Stored items:
★ ★ ★ ★ ★
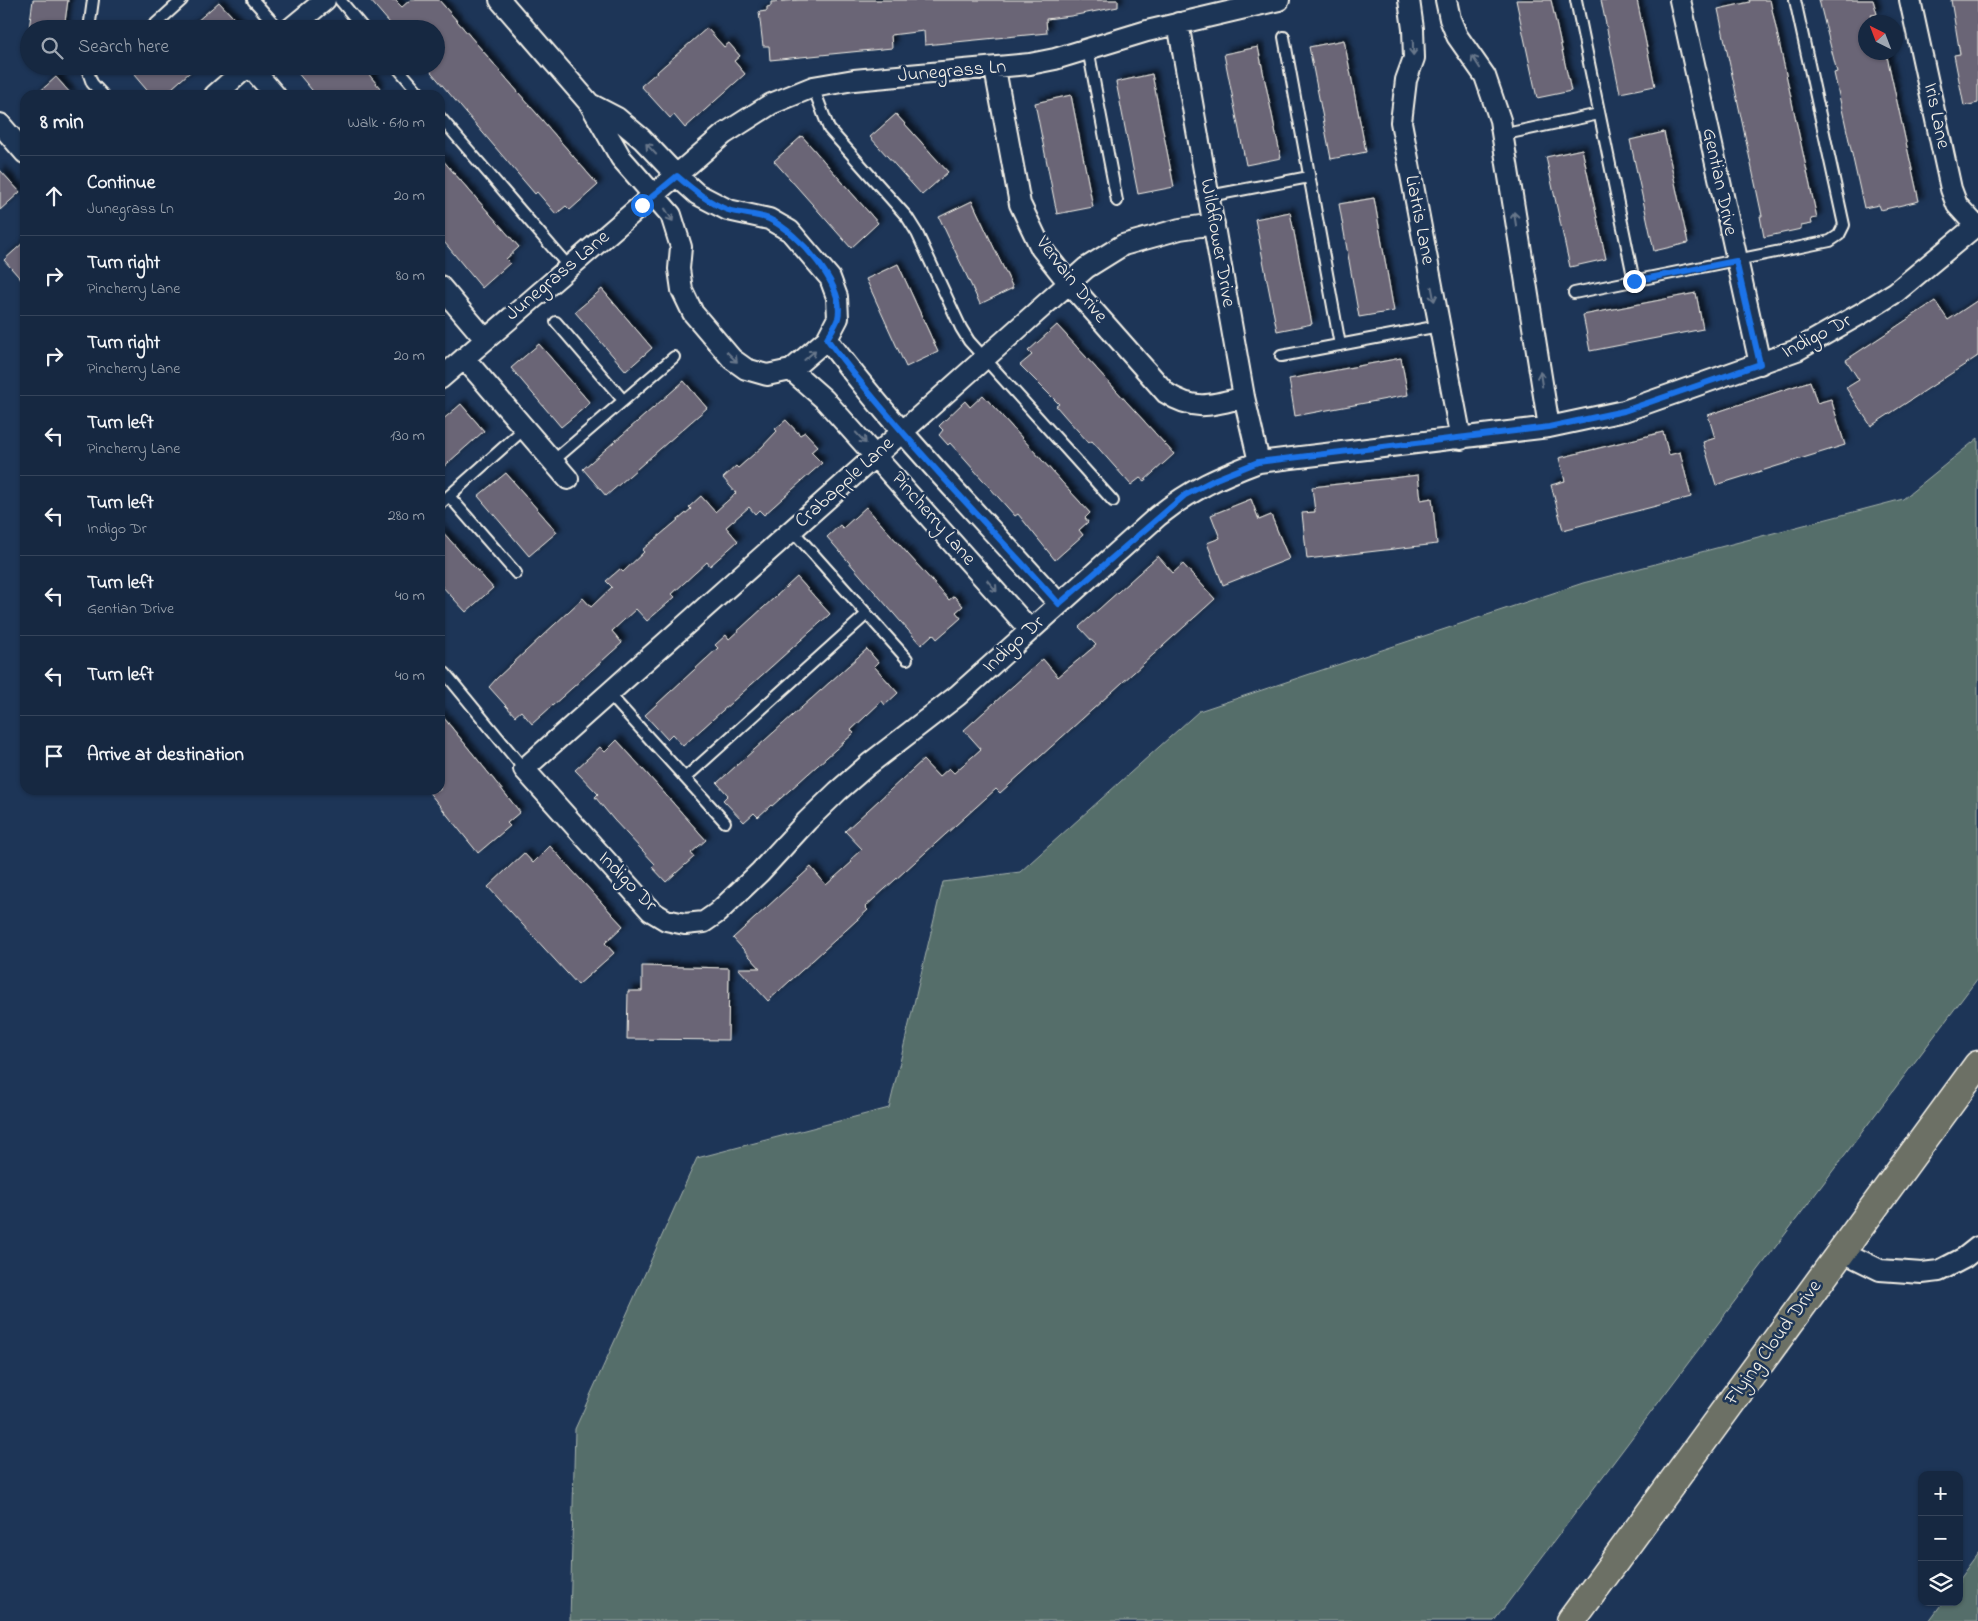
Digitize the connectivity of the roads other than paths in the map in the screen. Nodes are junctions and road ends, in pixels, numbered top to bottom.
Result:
1 (93, 0) edge
2 (182, 0) edge
3 (253, 0) edge
4 (325, 0) edge
5 (340, 0) edge
6 (500, 0) edge
7 (1278, 0) edge
8 (1409, 0) edge
9 (1446, 0) edge
10 (1576, 0) edge
11 (1680, 0) edge
12 (1795, 0) edge
13 (1910, 0) edge
14 (90, 20) edge
15 (160, 20) edge
16 (271, 20) edge
17 (301, 20) edge
18 (357, 20) edge
19 (1178, 23) junction
20 (1284, 37) dead end
21 (1088, 49) junction
22 (995, 69) junction
23 (89, 75) edge
24 (238, 75) edge
25 (257, 75) edge
26 (404, 75) edge
27 (812, 87) junction
28 (98, 90) edge
29 (221, 90) edge
30 (271, 90) edge
31 (417, 90) edge
32 (590, 104) junction
33 (1599, 114) junction
34 (445, 123) edge
35 (0, 124) edge
36 (1501, 135) junction
37 (20, 147) edge
38 (677, 176) junction
39 (1309, 178) junction
40 (653, 196) junction
41 (1209, 196) junction
42 (1117, 201) dead end
43 (1214, 224) junction
44 (1977, 225) edge
45 (1736, 261) junction
46 (569, 267) junction
47 (1634, 281) junction
48 (1068, 282) junction
49 (445, 292) edge
50 (1574, 293) dead end
51 (556, 322) dead end
52 (1439, 326) junction
53 (485, 339) junction
54 (827, 339) junction
55 (1340, 345) junction
56 (1281, 356) dead end
57 (674, 357) dead end
58 (464, 358) junction
59 (984, 358) junction
60 (1760, 364) junction
61 (791, 370) junction
62 (445, 375) edge
63 (1244, 397) junction
64 (623, 400) junction
65 (1549, 427) junction
66 (524, 429) junction
67 (903, 431) junction
68 (1461, 439) junction
69 (877, 455) junction
70 (552, 462) junction
71 (1258, 462) junction
72 (568, 479) dead end
73 (449, 496) junction
74 (445, 500) edge
75 (1113, 501) dead end
76 (792, 530) junction
77 (516, 573) dead end
78 (1059, 604) junction
79 (867, 614) junction
80 (1030, 630) junction
81 (907, 659) dead end
82 (445, 673) dead end
83 (610, 695) junction
84 (524, 769) junction
85 (685, 778) junction
86 (725, 822) dead end
87 (1978, 1065) edge
88 (1978, 1248) edge
89 (1841, 1251) junction
90 (1572, 1621) edge

1 - 14 lane
2 - 15 lane
3 - 16 lane
4 - 17 street
5 - 18 lane
6 - 32 street
7 - 19 street, Junegrass Ln
8 -> 52 street, Liatris Lane
36 -> 9 street
10 - 33 lane
11 - 45 street, Gentian Drive
12 - 45 lane
13 - 44 street, Iris Lane
19 - 21 street, Junegrass Ln
19 - 41 street, Wildflower Drive
20 - 39 lane
21 - 22 street, Junegrass Ln
21 - 42 lane
22 - 27 street, Junegrass Ln
22 - 48 street, Vervain Drive
23 - 28 lane
24 - 29 street
25 - 30 street
26 - 31 lane
27 - 38 street, Junegrass Ln
27 - 59 lane
38 -> 32 street
32 - 40 street
33 - 36 lane
33 - 47 lane
34 - 46 lane
35 - 37 street
65 -> 36 street
38 - 40 street, Junegrass Ln
38 - 54 street
39 - 41 lane
39 - 55 lane
40 - 46 street, Junegrass Lane
40 -> 61 street
41 - 43 street, Wildflower Drive
43 - 48 street, Crabapple Lane
43 - 63 street, Wildflower Drive
44 - 60 street, Indigo Dr
45 - 47 lane
45 - 60 street, Gentian Drive
46 - 53 street, Junegrass Lane
47 - 50 lane
48 - 59 street, Crabapple Lane
48 - 63 street, Vervain Drive
49 - 53 street
51 - 64 lane, Junegrass Lane
52 - 55 lane
52 - 68 street, Liatris Lane
53 - 58 street, Junegrass Lane
61 -> 54 street
54 - 67 street, Pincherry Lane
55 - 56 lane
57 - 64 lane
58 - 62 street, Junegrass Lane
58 - 66 street
59 - 67 street, Crabapple Lane
59 - 75 lane
60 - 65 street, Indigo Dr
61 -> 69 street, Pincherry Lane
63 - 71 street, Wildflower Drive
64 - 70 lane
65 - 68 street, Indigo Dr
66 - 70 street
66 - 73 lane
67 - 69 street, Crabapple Lane
67 - 78 street, Pincherry Lane
68 - 71 street, Indigo Dr
69 - 76 street, Crabapple Lane
69 -> 80 street, Pincherry Lane
70 - 72 street
71 - 78 street, Indigo Dr
73 - 74 lane
73 - 77 lane
76 - 79 lane
76 - 83 street, Crabapple Lane
78 - 80 street, Indigo Dr
79 - 81 lane
79 - 85 lane
80 - 84 street, Indigo Dr
82 - 84 lane
83 - 84 street, Crabapple Lane
83 - 85 lane
85 - 86 lane
87 - 89 main road, Flying Cloud Drive
88 - 89 street
89 - 90 main road, Flying Cloud Drive

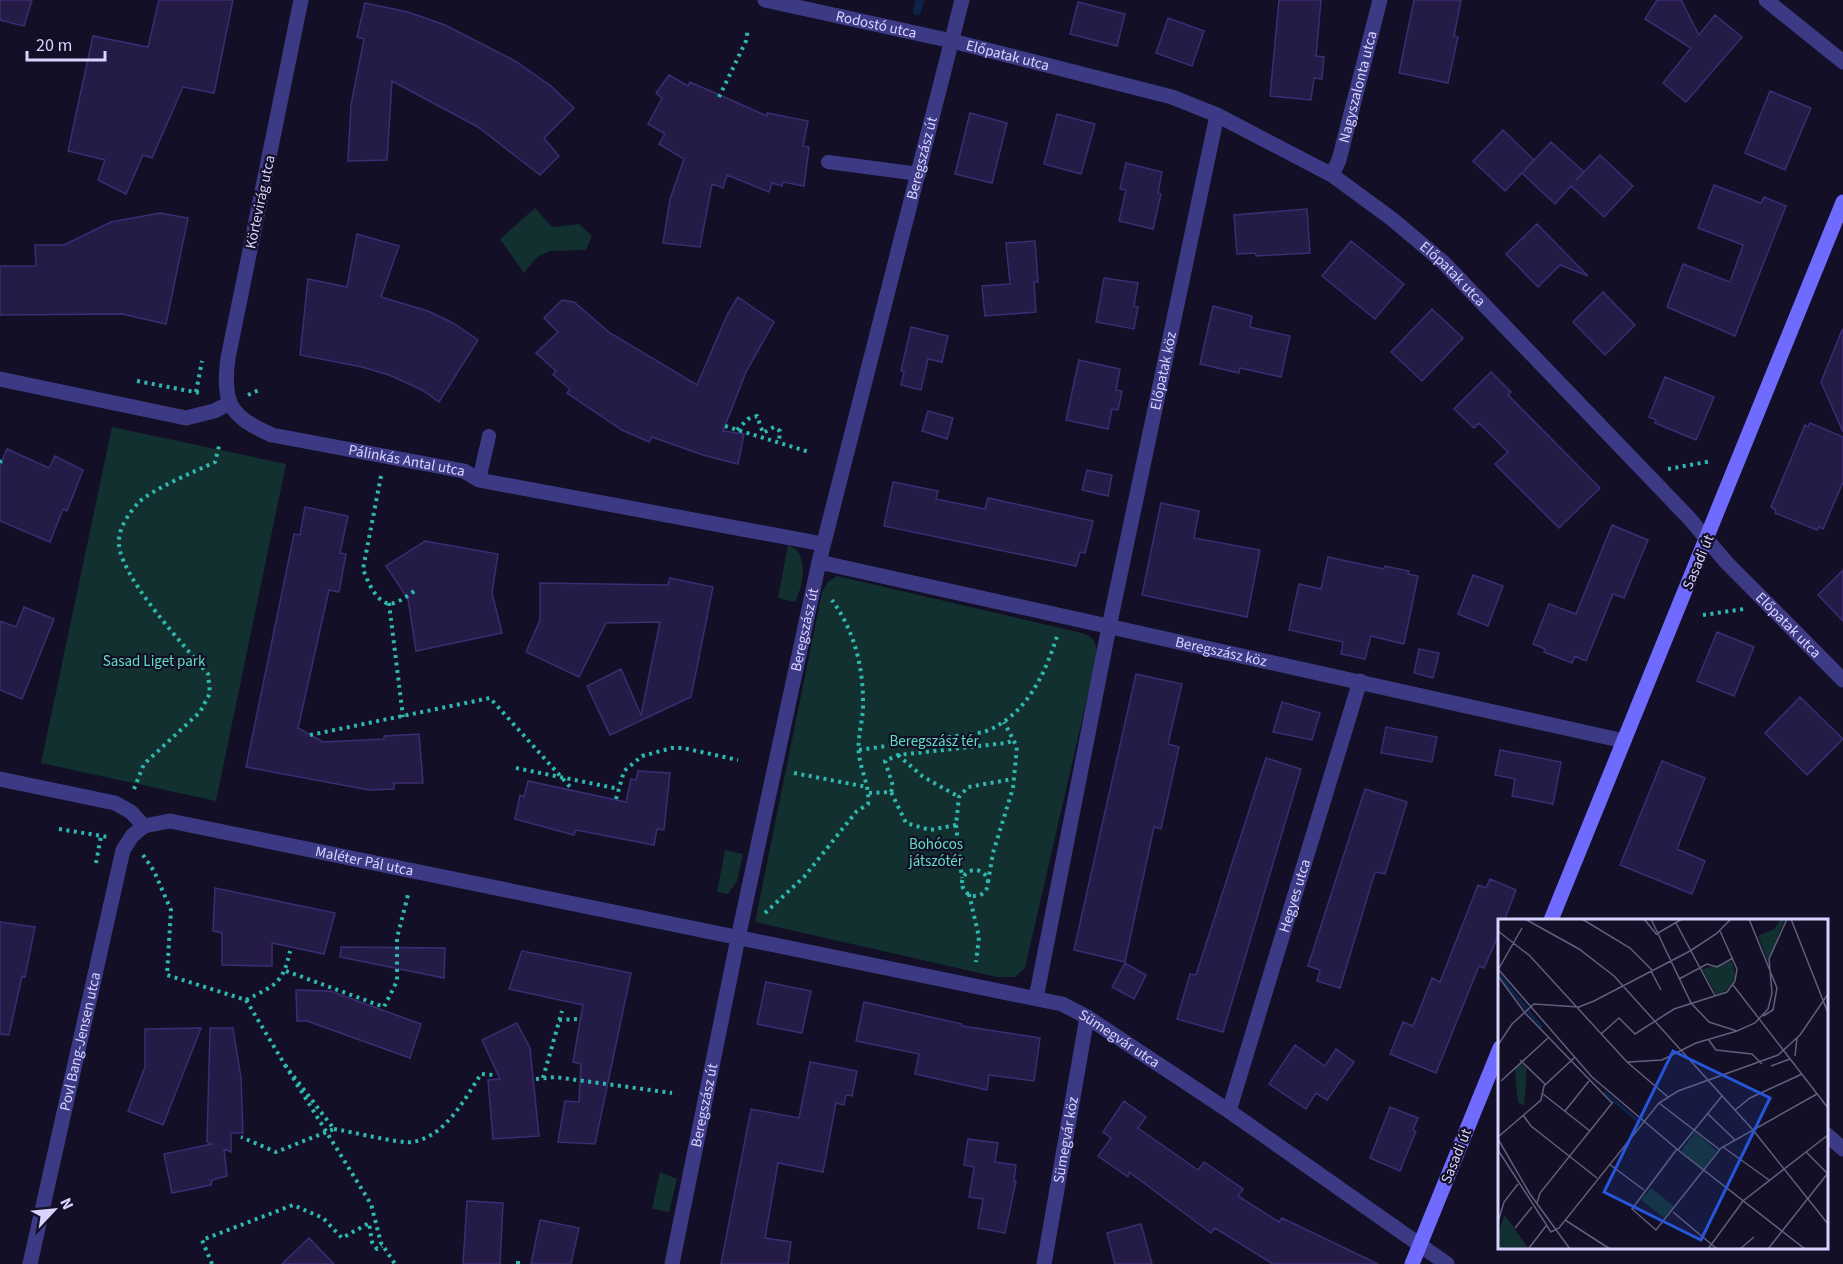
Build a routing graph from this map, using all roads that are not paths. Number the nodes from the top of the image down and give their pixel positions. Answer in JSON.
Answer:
{"nodes":[{"id":1,"x":301,"y":0,"type":"edge"},
{"id":2,"x":765,"y":0,"type":"edge"},
{"id":3,"x":962,"y":0,"type":"edge"},
{"id":4,"x":1380,"y":0,"type":"edge"},
{"id":5,"x":1766,"y":0,"type":"edge"},
{"id":6,"x":952,"y":40,"type":"junction"},
{"id":7,"x":1843,"y":62,"type":"edge"},
{"id":8,"x":1217,"y":115,"type":"junction"},
{"id":9,"x":828,"y":162,"type":"dead end"},
{"id":10,"x":920,"y":174,"type":"junction"},
{"id":11,"x":1332,"y":175,"type":"junction"},
{"id":12,"x":1843,"y":202,"type":"edge"},
{"id":13,"x":0,"y":379,"type":"edge"},
{"id":14,"x":229,"y":400,"type":"junction"},
{"id":15,"x":489,"y":436,"type":"dead end"},
{"id":16,"x":479,"y":480,"type":"junction"},
{"id":17,"x":1708,"y":539,"type":"junction"},
{"id":18,"x":824,"y":544,"type":"junction"},
{"id":19,"x":819,"y":562,"type":"junction"},
{"id":20,"x":1109,"y":627,"type":"junction"},
{"id":21,"x":1843,"y":680,"type":"edge"},
{"id":22,"x":1360,"y":681,"type":"junction"},
{"id":23,"x":1624,"y":741,"type":"junction"},
{"id":24,"x":0,"y":779,"type":"edge"},
{"id":25,"x":144,"y":826,"type":"junction"},
{"id":26,"x":1552,"y":919,"type":"edge"},
{"id":27,"x":738,"y":938,"type":"junction"},
{"id":28,"x":1036,"y":998,"type":"junction"},
{"id":29,"x":1087,"y":1017,"type":"junction"},
{"id":30,"x":1498,"y":1053,"type":"edge"},
{"id":31,"x":1229,"y":1111,"type":"junction"},
{"id":32,"x":1828,"y":1135,"type":"edge"},
{"id":33,"x":1843,"y":1149,"type":"edge"},
{"id":34,"x":1420,"y":1245,"type":"junction"},
{"id":35,"x":30,"y":1264,"type":"edge"},
{"id":36,"x":672,"y":1264,"type":"edge"},
{"id":37,"x":1044,"y":1264,"type":"edge"},
{"id":38,"x":1412,"y":1264,"type":"edge"},
{"id":39,"x":1447,"y":1264,"type":"edge"}],
"edges":[{"from":1,"to":14,"type":"street","name":"Körtevirág utca"},
{"from":2,"to":6,"type":"street","name":"Rodostó utca"},
{"from":3,"to":6,"type":"street","name":"Beregszász út"},
{"from":4,"to":11,"type":"street","name":"Nagyszalonta utca"},
{"from":5,"to":7,"type":"street"},
{"from":6,"to":8,"type":"street","name":"Előpatak utca"},
{"from":6,"to":10,"type":"street","name":"Beregszász út"},
{"from":8,"to":11,"type":"street","name":"Előpatak utca"},
{"from":8,"to":20,"type":"street","name":"Előpatak köz"},
{"from":9,"to":10,"type":"lane"},
{"from":10,"to":18,"type":"street","name":"Beregszász út"},
{"from":11,"to":17,"type":"street","name":"Előpatak utca"},
{"from":12,"to":17,"type":"street","name":"Sasadi út"},
{"from":13,"to":14,"type":"street"},
{"from":14,"to":16,"type":"street","name":"Pálinkás Antal utca"},
{"from":15,"to":16,"type":"lane"},
{"from":16,"to":18,"type":"street","name":"Pálinkás Antal utca"},
{"from":17,"to":21,"type":"street","name":"Előpatak utca"},
{"from":17,"to":23,"type":"street","name":"Sasadi út"},
{"from":18,"to":19,"type":"street","name":"Beregszász út"},
{"from":19,"to":20,"type":"street","name":"Beregszász köz"},
{"from":19,"to":27,"type":"street","name":"Beregszász út"},
{"from":20,"to":22,"type":"street","name":"Beregszász köz"},
{"from":20,"to":28,"type":"street"},
{"from":22,"to":23,"type":"street","name":"Beregszász köz"},
{"from":22,"to":31,"type":"street","name":"Hegyes utca"},
{"from":23,"to":26,"type":"street","name":"Sasadi út"},
{"from":24,"to":25,"type":"street"},
{"from":25,"to":27,"type":"street","name":"Maléter Pál utca"},
{"from":25,"to":35,"type":"street","name":"Povl Bang-Jensen utca"},
{"from":27,"to":28,"type":"street","name":"Sümegvár utca"},
{"from":27,"to":36,"type":"street","name":"Beregszász út"},
{"from":28,"to":29,"type":"street","name":"Sümegvár utca"},
{"from":29,"to":31,"type":"street","name":"Sümegvár utca"},
{"from":29,"to":37,"type":"street","name":"Sümegvár köz"},
{"from":30,"to":34,"type":"street","name":"Sasadi út"},
{"from":31,"to":34,"type":"street","name":"Sümegvár utca"},
{"from":32,"to":33,"type":"street"},
{"from":34,"to":38,"type":"street","name":"Sasadi út"},
{"from":34,"to":39,"type":"street","name":"Sümegvár utca"}]}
★ ★ ★ ★ ★
If a line in the records above contains the string "Answer", copy that line out.

* **YOUR RESPONSE**:
Build a routing graph from this map, using all roads that are not paths. Number the nodes from the top of the image down and give their pixel positions. Answer in JSON.
Answer:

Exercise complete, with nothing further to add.